With an increasing number of people using mobile OSes for playback, we are kinda back fifteen years to the "can I play this?" question, which might be where Monkey's back then kept its upper hand over TAK - except, cue 2022, TAK might be perceived as at least as cross-platform compatible as Monkey's. Due to multi-channel support (implemented in, let's say, a way that one could rant a bit over).


Re: Lossless codec comparison - part 1: multichannel (Mar '22)

Reply #5
Thank you, ktf. Nice comparison.

For me it's FLAC or FLAC anyway.
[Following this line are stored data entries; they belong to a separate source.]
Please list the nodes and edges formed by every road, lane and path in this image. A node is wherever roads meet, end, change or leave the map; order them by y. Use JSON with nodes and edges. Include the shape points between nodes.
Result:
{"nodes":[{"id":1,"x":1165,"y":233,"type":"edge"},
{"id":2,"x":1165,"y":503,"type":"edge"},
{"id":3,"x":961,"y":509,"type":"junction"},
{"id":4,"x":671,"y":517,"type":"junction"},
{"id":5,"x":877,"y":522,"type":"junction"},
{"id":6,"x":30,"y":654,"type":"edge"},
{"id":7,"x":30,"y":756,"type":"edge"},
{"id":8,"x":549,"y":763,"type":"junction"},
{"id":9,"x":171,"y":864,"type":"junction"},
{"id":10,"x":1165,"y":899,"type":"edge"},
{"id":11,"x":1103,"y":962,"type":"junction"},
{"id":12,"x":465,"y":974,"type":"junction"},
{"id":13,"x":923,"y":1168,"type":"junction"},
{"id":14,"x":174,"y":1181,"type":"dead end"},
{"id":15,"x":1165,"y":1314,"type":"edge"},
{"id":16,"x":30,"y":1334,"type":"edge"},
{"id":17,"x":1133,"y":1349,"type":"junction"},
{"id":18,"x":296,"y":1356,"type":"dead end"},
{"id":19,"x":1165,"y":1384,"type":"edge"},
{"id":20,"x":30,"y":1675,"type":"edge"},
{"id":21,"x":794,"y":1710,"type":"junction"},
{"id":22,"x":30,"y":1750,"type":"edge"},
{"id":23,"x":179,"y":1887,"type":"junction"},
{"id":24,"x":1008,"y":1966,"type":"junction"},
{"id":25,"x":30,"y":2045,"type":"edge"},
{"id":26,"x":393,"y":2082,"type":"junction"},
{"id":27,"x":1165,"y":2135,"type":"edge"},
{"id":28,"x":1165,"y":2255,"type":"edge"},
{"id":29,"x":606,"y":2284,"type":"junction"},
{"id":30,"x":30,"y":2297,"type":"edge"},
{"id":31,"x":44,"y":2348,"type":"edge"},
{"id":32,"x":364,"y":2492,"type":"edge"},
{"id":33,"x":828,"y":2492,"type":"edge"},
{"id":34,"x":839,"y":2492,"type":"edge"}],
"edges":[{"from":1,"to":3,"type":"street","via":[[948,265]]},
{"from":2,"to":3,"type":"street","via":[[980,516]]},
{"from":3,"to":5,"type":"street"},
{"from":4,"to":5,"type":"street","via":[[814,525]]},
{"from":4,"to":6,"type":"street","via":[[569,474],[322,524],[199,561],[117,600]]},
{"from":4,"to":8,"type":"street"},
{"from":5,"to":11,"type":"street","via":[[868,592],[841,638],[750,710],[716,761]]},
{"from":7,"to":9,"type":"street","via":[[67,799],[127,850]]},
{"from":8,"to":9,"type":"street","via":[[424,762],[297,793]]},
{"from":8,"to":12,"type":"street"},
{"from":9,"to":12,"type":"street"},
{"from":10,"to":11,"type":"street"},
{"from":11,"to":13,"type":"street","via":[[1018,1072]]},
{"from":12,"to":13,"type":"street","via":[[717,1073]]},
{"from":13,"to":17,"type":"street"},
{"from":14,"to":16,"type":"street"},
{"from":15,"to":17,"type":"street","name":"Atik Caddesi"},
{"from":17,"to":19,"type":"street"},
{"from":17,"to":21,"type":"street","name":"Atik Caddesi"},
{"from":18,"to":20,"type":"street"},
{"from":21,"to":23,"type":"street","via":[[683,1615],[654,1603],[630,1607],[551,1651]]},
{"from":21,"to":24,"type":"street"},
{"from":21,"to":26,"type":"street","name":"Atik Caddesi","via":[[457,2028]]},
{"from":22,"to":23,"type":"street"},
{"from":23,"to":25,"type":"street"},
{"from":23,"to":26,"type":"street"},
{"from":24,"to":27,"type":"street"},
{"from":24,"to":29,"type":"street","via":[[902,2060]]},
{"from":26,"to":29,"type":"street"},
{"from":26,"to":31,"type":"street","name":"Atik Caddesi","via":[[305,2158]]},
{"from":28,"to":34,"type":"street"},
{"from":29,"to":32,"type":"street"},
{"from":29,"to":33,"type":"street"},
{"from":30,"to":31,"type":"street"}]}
TAK is good too but software support is not even close as for FLAC.

Looking forward part 2 as stereo is much more interesting for me.  :)

Re: Lossless codec comparison - part 1: multichannel (Mar '22)

Reply #6
Looking forward part 2 as stereo is much more interesting for me.  :)
Me too, actually, but it's interesting to see how different the codec performances still are on multichannel content. Since the number of contenders here is smaller than I thought: does that mean that other lossless codecs (e.g., OptimFrog, see http://losslessaudio.org/InProgress.php) don't have full multichannel support yet?

Chris
If I don't reply to your reply, it means I agree with you.

Re: Lossless codec comparison - part 1: multichannel (Mar '22)

Reply #7
OptimFROG is mono or stereo only.
Monkey's Audio got multichannel in August 2019, you find it by going to https://monkeysaudio.com/versionhistory.html and text-searching for "backwards compatibility broken". Only the official build supports it - not in ffmpeg (yet?), not in the *n*x port (ever?).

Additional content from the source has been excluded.